In otherwise situations, other fintech platforms operated as a mobile wallet or simply a mobile app like the popular piggybacking which is built on an existing bank; as for Kuda, its own operation is built on an owned full-stack banking software from scratch. That way, Kuda can also take deposits and connect directly to the switch, unlike other fintech platforms.
Apparently, Kuda is the only platform licensed to carry out its own kind of service, and the same was confirmed by a representative of CBN while speaking with Techcrunch. In the informant’s words; “As far as I’m aware there is no other digital bank [in Nigeria] that has a micro-finance license.”
Kuda also performs other operations such as checking accounts with zero monthly-fees, the offering of a free debit card and currently plans to offer consumer savings and P2P payments options on its platform in coming months.
According to Kuda bank founder, Babs Ogundeyi, while speaking to a reliable source, said that “You can open a bank account within five minutes, do all the KYC in the app, and you get issued a new bank account number,”
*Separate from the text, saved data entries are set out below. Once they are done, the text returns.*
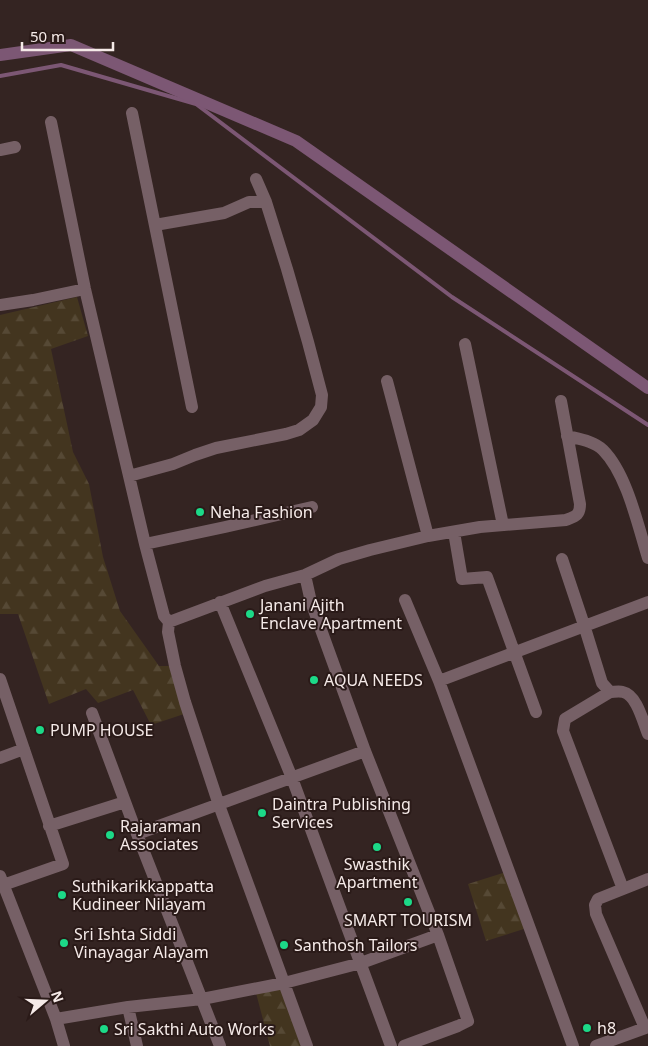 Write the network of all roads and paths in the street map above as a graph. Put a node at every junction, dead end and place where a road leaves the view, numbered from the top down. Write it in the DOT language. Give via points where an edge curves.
graph roads {
  1 [pos="132,113"];
  2 [pos="51,122"];
  3 [pos="15,147"];
  4 [pos="0,150"];
  5 [pos="256,179"];
  6 [pos="266,202"];
  7 [pos="155,225"];
  8 [pos="85,289"];
  9 [pos="0,305"];
  10 [pos="465,344"];
  11 [pos="387,381"];
  12 [pos="561,401"];
  13 [pos="192,407"];
  14 [pos="567,436"];
  15 [pos="129,476"];
  16 [pos="312,507"];
  17 [pos="503,525"];
  18 [pos="454,532"];
  19 [pos="428,536"];
  20 [pos="144,544"];
  21 [pos="648,558"];
  22 [pos="562,560"];
  23 [pos="305,576"];
  24 [pos="405,600"];
  25 [pos="220,602"];
  26 [pos="648,602"];
  27 [pos="169,622"];
  28 [pos="584,626"];
  29 [pos="514,652"];
  30 [pos="0,679"];
  31 [pos="439,681"];
  32 [pos="610,692"];
  33 [pos="536,712"];
  34 [pos="92,713"];
  35 [pos="648,734"];
  36 [pos="24,749"];
  37 [pos="365,751"];
  38 [pos="0,758"];
  39 [pos="292,778"];
  40 [pos="125,802"];
  41 [pos="219,805"];
  42 [pos="49,826"];
  43 [pos="137,834"];
  44 [pos="648,879"];
  45 [pos="1,882"];
  46 [pos="623,889"];
  47 [pos="438,935"];
  48 [pos="361,963"];
  49 [pos="284,983"];
  50 [pos="202,998"];
  51 [pos="128,1008"];
  52 [pos="56,1019"];
  53 [pos="646,1028"];
  54 [pos="64,1046"];
  55 [pos="137,1046"];
  56 [pos="220,1046"];
  57 [pos="307,1046"];
  58 [pos="391,1046"];
  59 [pos="404,1046"];
  60 [pos="573,1046"];
  61 [pos="596,1046"];
  1 -- 7 [label="street"];
  2 -- 8 [label="street"];
  3 -- 4 [label="street"];
  5 -- 6 [label="street"];
  6 -- 7 [label="street" via="249,202 224,213"];
  6 -- 15 [label="street" via="308,342 322,395 321,407 313,420 300,430 216,448"];
  7 -- 13 [label="street"];
  8 -- 9 [label="street"];
  8 -- 15 [label="street"];
  10 -- 17 [label="street"];
  11 -- 19 [label="street"];
  12 -- 14 [label="street"];
  14 -- 17 [label="street" via="580,511 566,520"];
  14 -- 21 [label="street" via="603,449 618,470"];
  15 -- 20 [label="street"];
  16 -- 20 [label="street"];
  17 -- 18 [label="street"];
  18 -- 19 [label="street"];
  18 -- 29 [label="street" via="462,579 487,577"];
  19 -- 23 [label="street" via="339,559"];
  20 -- 27 [label="street" via="164,616"];
  22 -- 28 [label="street"];
  23 -- 25 [label="street"];
  23 -- 37 [label="street" via="311,602"];
  24 -- 31 [label="street"];
  25 -- 27 [label="street"];
  25 -- 39 [label="street"];
  26 -- 28 [label="street"];
  27 -- 41 [label="street" via="168,632 184,702"];
  28 -- 29 [label="street"];
  28 -- 32 [label="street" via="602,683"];
  29 -- 31 [label="street"];
  29 -- 33 [label="street"];
  30 -- 36 [label="street"];
  31 -- 60 [label="street"];
  32 -- 35 [label="street" via="624,692 631,697"];
  32 -- 46 [label="street" via="565,719 563,731"];
  34 -- 40 [label="street"];
  36 -- 38 [label="street"];
  36 -- 42 [label="street"];
  37 -- 39 [label="street"];
  37 -- 47 [label="street"];
  39 -- 41 [label="street"];
  39 -- 48 [label="street"];
  40 -- 42 [label="street"];
  40 -- 43 [label="street"];
  41 -- 43 [label="street"];
  41 -- 49 [label="street"];
  42 -- 45 [label="street" via="63,864"];
  43 -- 50 [label="street"];
  44 -- 46 [label="street"];
  45 -- 52 [label="street"];
  46 -- 53 [label="street" via="598,899 596,914"];
  47 -- 48 [label="street"];
  47 -- 59 [label="street" via="468,1021"];
  48 -- 49 [label="street"];
  48 -- 58 [label="street"];
  49 -- 50 [label="street"];
  49 -- 57 [label="street"];
  50 -- 51 [label="street"];
  50 -- 56 [label="street"];
  51 -- 52 [label="street"];
  51 -- 55 [label="street"];
  52 -- 54 [label="street"];
  53 -- 61 [label="street"];
} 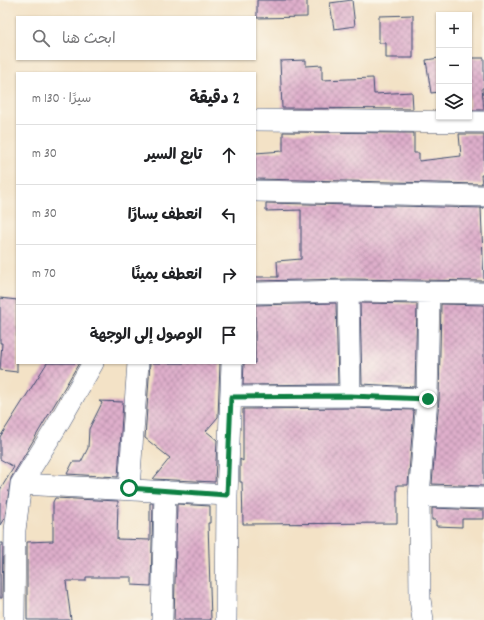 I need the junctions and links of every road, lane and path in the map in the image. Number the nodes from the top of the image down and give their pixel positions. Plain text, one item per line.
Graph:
1 (256, 120) edge
2 (484, 122) edge
3 (256, 191) edge
4 (484, 196) edge
5 (348, 291) junction
6 (256, 293) edge
7 (429, 293) junction
8 (484, 293) edge
9 (92, 364) edge
10 (138, 364) edge
11 (232, 364) edge
12 (350, 396) junction
13 (231, 397) junction
14 (428, 399) junction
15 (20, 484) junction
16 (129, 488) junction
17 (165, 491) junction
18 (227, 495) junction
19 (419, 496) junction
20 (484, 498) edge
21 (14, 620) edge
22 (162, 620) edge
23 (226, 620) edge
24 (422, 620) edge

1 - 2 street
3 - 4 street
5 - 6 street
5 - 7 street
5 - 12 street
7 - 8 street
7 - 14 street
9 - 15 street
10 - 16 street
11 - 13 street
12 - 13 street
12 - 14 street
13 - 18 street
14 - 19 street
15 - 16 street
15 - 21 street
16 - 17 street
17 - 18 street
17 - 22 street
18 - 23 street
19 - 20 street
19 - 24 street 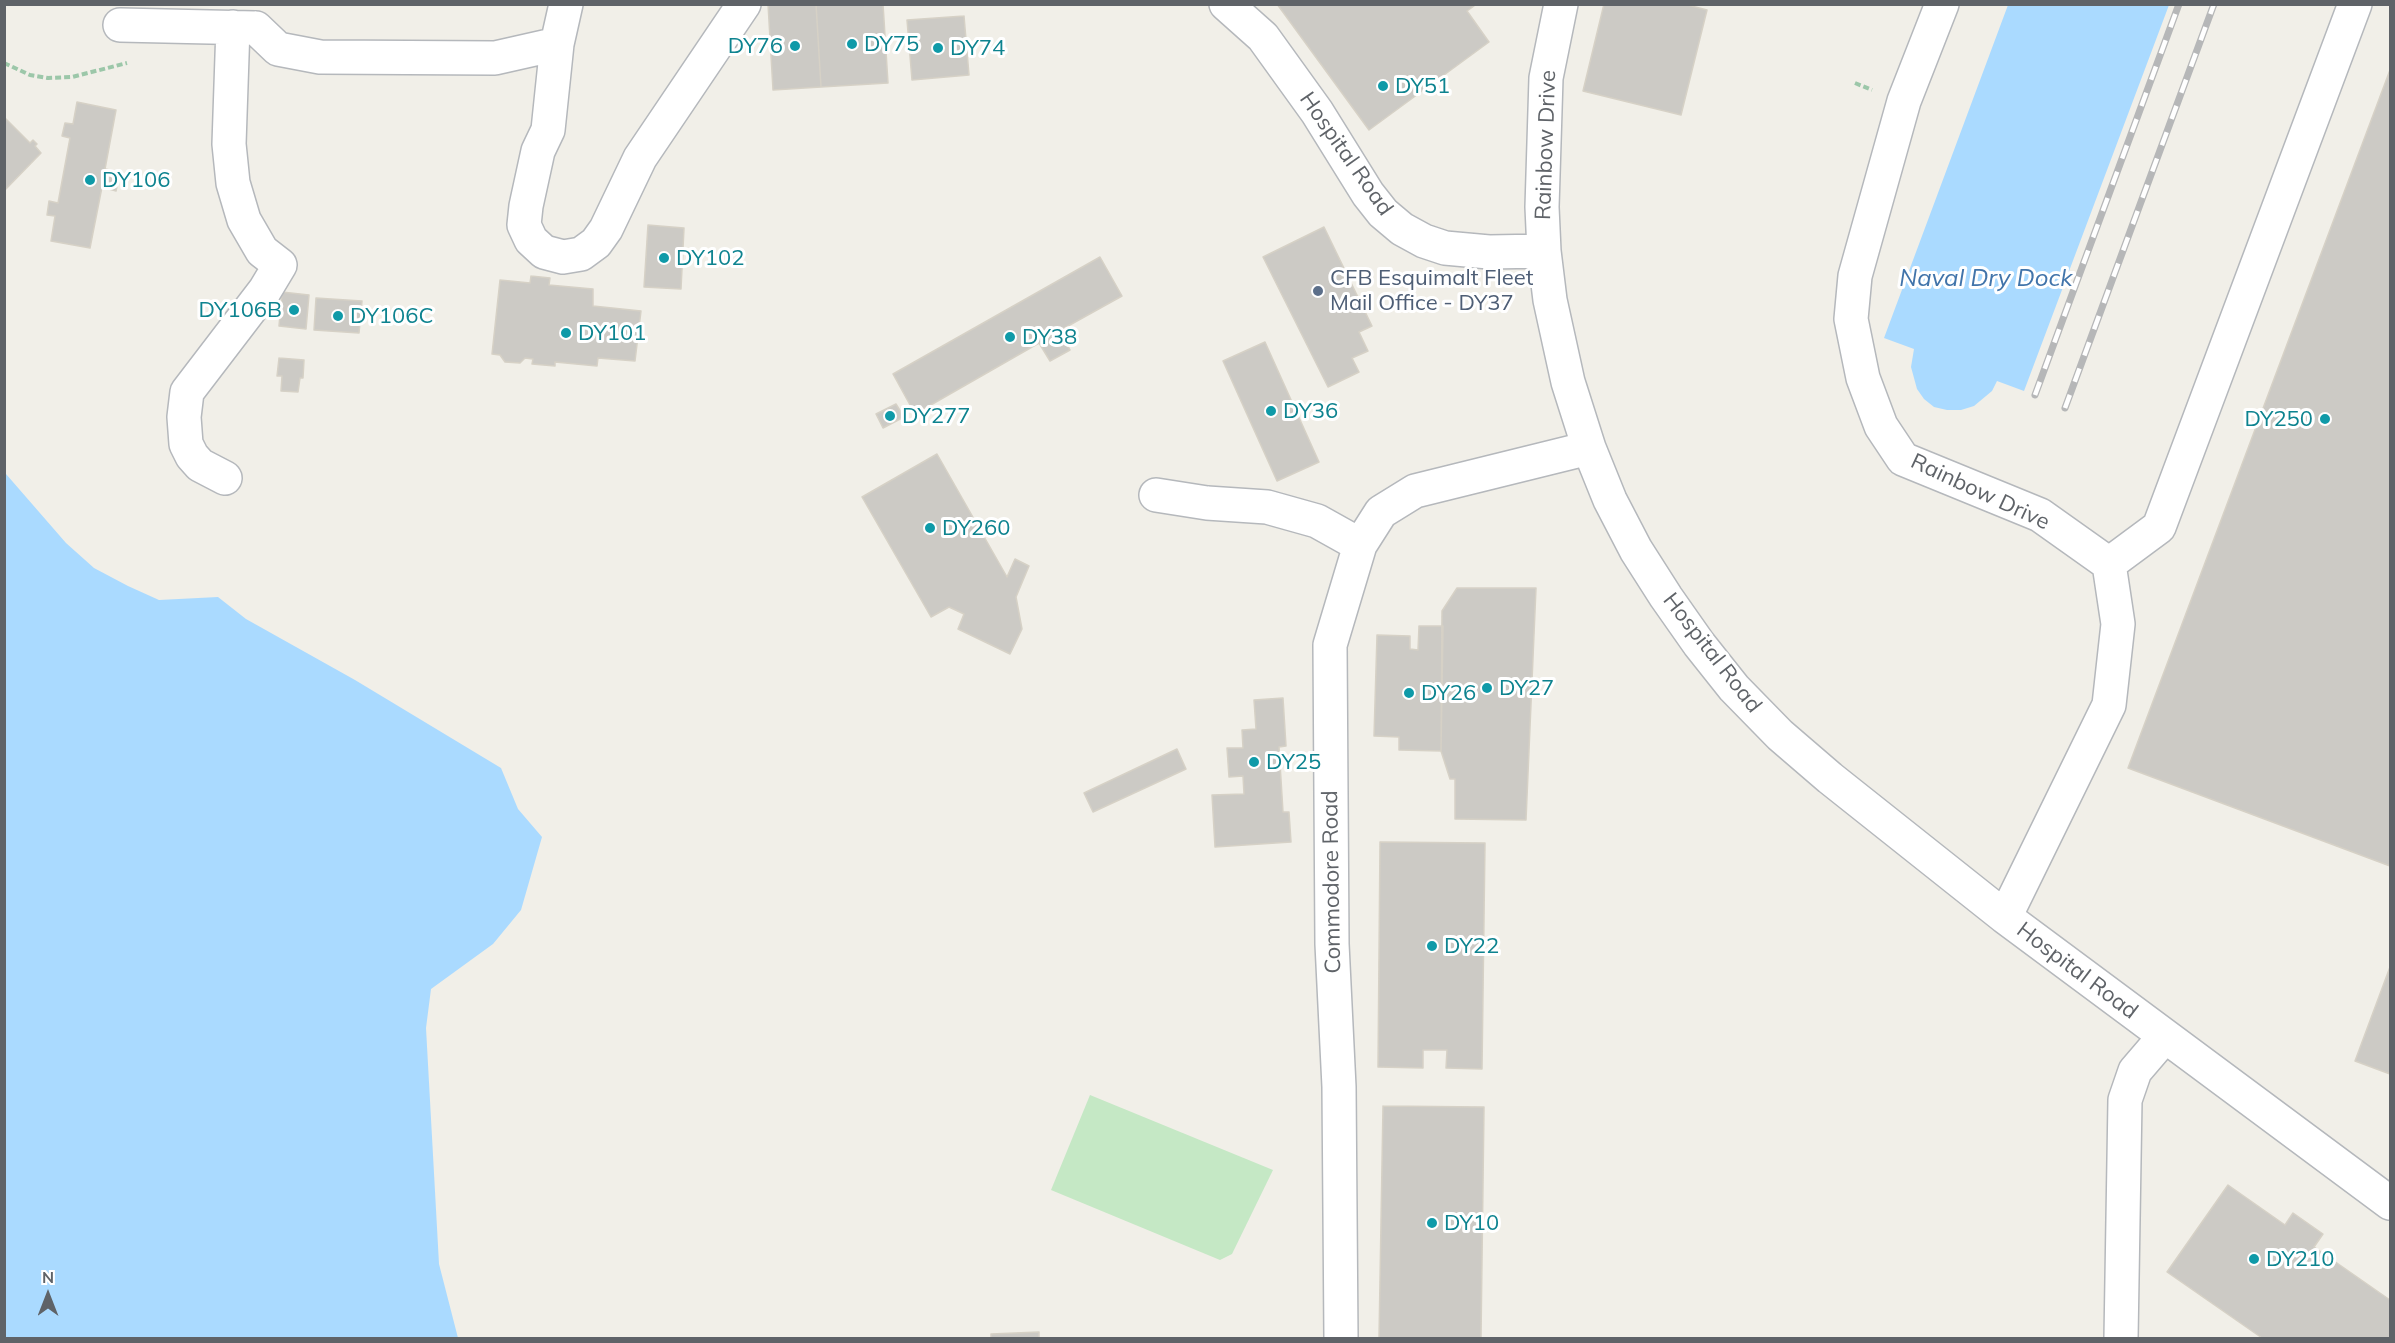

On the note of expansion, and growth, the digital bank was able to get its first major investment inform of pre-seed funding from various investors which was led by Haresh Aswani alongside Ragnar Meitner, among others who prefer to be anonymous with their respective identities.
Like I have initially informed, the service which initially launched as a beta will now go live towards the end of the fourth quarter of 2019 with the help of the just-secured $1.6 million.